**Action item**
What is needed is a word-for-word copy of the lines below from the one with "middle pip: (525, 356)" through the one with "ring mcp: (697, 523)", both included, with every picture left out.

Stored data entries
━━━━━━━━━━━━━━━━━━━━

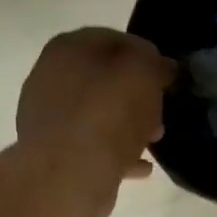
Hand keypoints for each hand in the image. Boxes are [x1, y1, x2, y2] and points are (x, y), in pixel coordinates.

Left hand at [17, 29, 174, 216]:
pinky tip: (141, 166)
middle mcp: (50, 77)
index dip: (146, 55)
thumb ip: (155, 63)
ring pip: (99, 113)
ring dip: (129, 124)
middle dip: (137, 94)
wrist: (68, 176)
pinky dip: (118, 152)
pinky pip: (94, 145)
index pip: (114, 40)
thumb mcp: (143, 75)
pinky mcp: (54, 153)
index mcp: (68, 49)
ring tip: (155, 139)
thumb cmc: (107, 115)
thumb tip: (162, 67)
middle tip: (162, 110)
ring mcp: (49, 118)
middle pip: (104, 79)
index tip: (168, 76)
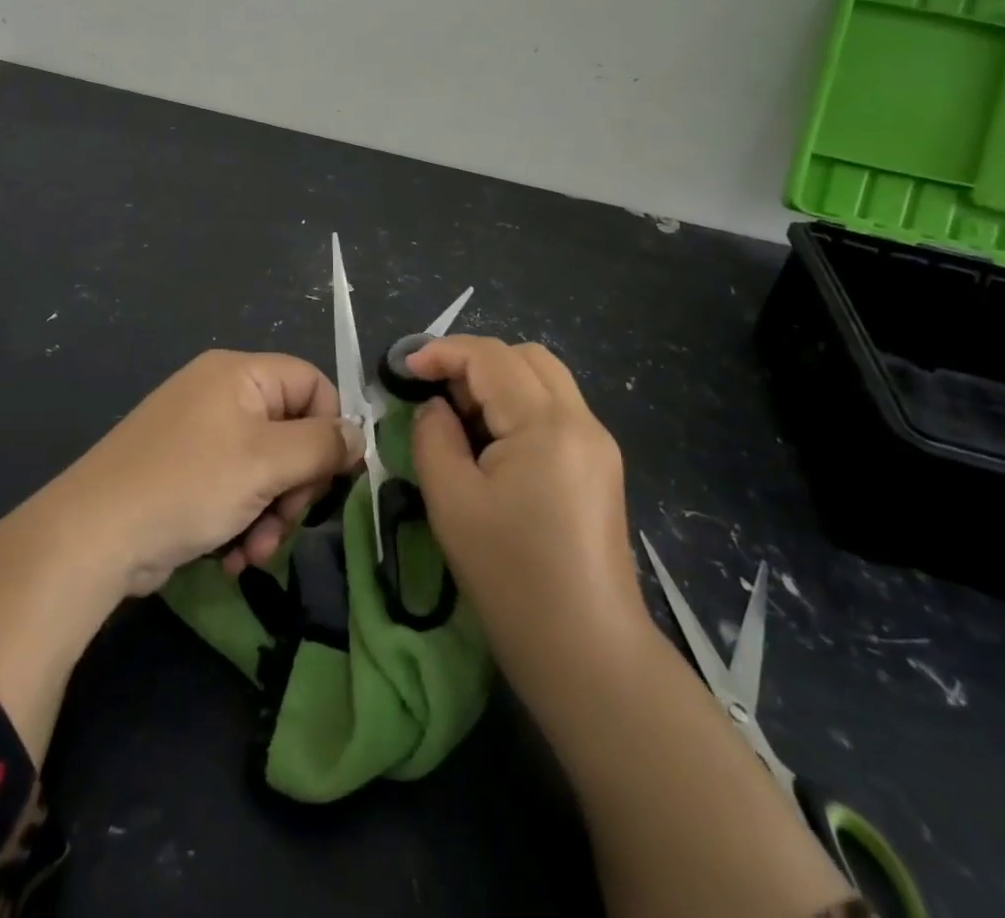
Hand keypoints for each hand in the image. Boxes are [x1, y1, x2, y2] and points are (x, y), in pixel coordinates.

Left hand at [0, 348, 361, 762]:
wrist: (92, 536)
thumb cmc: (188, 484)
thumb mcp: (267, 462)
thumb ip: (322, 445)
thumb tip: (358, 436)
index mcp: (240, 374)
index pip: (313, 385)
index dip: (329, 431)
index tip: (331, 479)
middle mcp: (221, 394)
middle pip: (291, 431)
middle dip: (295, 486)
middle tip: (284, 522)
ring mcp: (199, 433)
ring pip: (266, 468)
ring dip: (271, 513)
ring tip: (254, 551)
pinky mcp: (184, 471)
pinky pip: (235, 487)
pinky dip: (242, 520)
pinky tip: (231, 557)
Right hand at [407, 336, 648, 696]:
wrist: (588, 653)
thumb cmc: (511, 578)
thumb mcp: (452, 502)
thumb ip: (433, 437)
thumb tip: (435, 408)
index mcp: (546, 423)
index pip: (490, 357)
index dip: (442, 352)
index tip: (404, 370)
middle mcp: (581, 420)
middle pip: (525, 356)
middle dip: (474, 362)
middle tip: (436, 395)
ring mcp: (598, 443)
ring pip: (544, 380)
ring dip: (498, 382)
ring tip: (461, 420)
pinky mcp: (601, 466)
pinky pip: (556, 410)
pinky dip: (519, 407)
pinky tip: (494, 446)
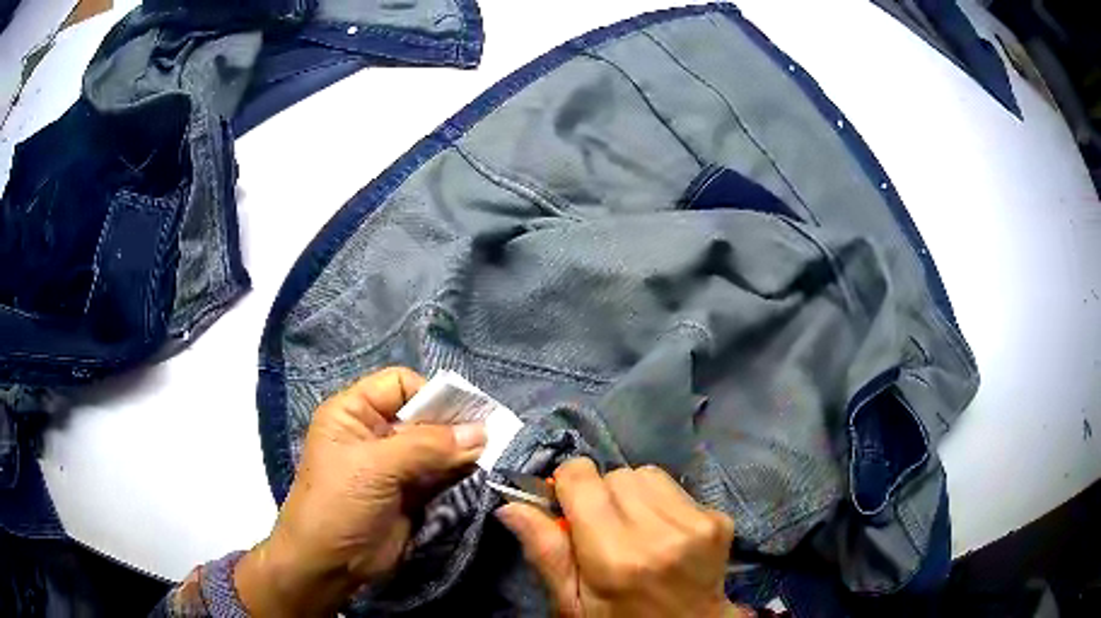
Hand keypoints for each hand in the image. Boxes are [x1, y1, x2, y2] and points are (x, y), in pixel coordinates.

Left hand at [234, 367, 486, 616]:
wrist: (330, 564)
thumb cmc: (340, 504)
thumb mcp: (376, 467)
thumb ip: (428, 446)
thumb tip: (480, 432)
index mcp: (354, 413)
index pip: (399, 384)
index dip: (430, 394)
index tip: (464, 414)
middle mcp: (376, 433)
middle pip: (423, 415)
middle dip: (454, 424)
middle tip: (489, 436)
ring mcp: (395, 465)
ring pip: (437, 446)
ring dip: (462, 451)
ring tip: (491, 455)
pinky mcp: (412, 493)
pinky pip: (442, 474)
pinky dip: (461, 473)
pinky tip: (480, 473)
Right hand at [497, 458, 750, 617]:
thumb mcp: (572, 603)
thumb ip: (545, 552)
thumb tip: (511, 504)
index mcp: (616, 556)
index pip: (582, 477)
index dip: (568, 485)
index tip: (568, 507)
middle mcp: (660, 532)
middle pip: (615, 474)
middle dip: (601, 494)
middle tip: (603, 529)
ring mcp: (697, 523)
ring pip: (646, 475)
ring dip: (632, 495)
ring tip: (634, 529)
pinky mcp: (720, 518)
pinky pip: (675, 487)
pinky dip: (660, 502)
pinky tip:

━━━━━━━━━━━━━━━━━━━━

**Response box**
middle pip: (525, 356)
middle dip: (474, 362)
middle tip: (436, 395)
ring mcp: (598, 443)
ring pip: (544, 380)
ring dip: (498, 382)
ring tip: (461, 420)
pinky mcp: (601, 466)
pinky pip: (556, 410)
pinky dip: (519, 407)
pinky tip: (494, 446)
Hand keypoints for each hand in the image. Boxes are [x1, y1, x2, y2] and points are (x, y), in pixel coordinates.

Left hand at [234, 367, 486, 616]:
wrist: (330, 564)
thumb cmc: (340, 504)
thumb mcp: (376, 467)
thumb ip: (428, 446)
thumb tip: (480, 432)
index mcp: (354, 413)
index pip: (399, 384)
index dip: (430, 394)
index tip: (464, 414)
middle mcp: (376, 433)
middle pip: (423, 415)
middle dip: (454, 424)
middle tip: (489, 436)
ring mcp: (395, 465)
ring pip: (437, 446)
ring dip: (462, 451)
ring tip: (491, 455)
pinky mcp: (412, 493)
pinky pip: (442, 474)
pinky dip: (461, 473)
pinky tip: (480, 473)
Right hand at [497, 458, 750, 617]:
thumb mcp: (572, 603)
thumb ip: (545, 552)
thumb tip: (511, 504)
index mcp: (616, 556)
index pip: (582, 477)
index dip: (568, 485)
index tip: (568, 507)
middle mcp: (660, 532)
middle pip: (615, 474)
middle dip: (601, 494)
middle tip: (603, 529)
ring mcp: (697, 523)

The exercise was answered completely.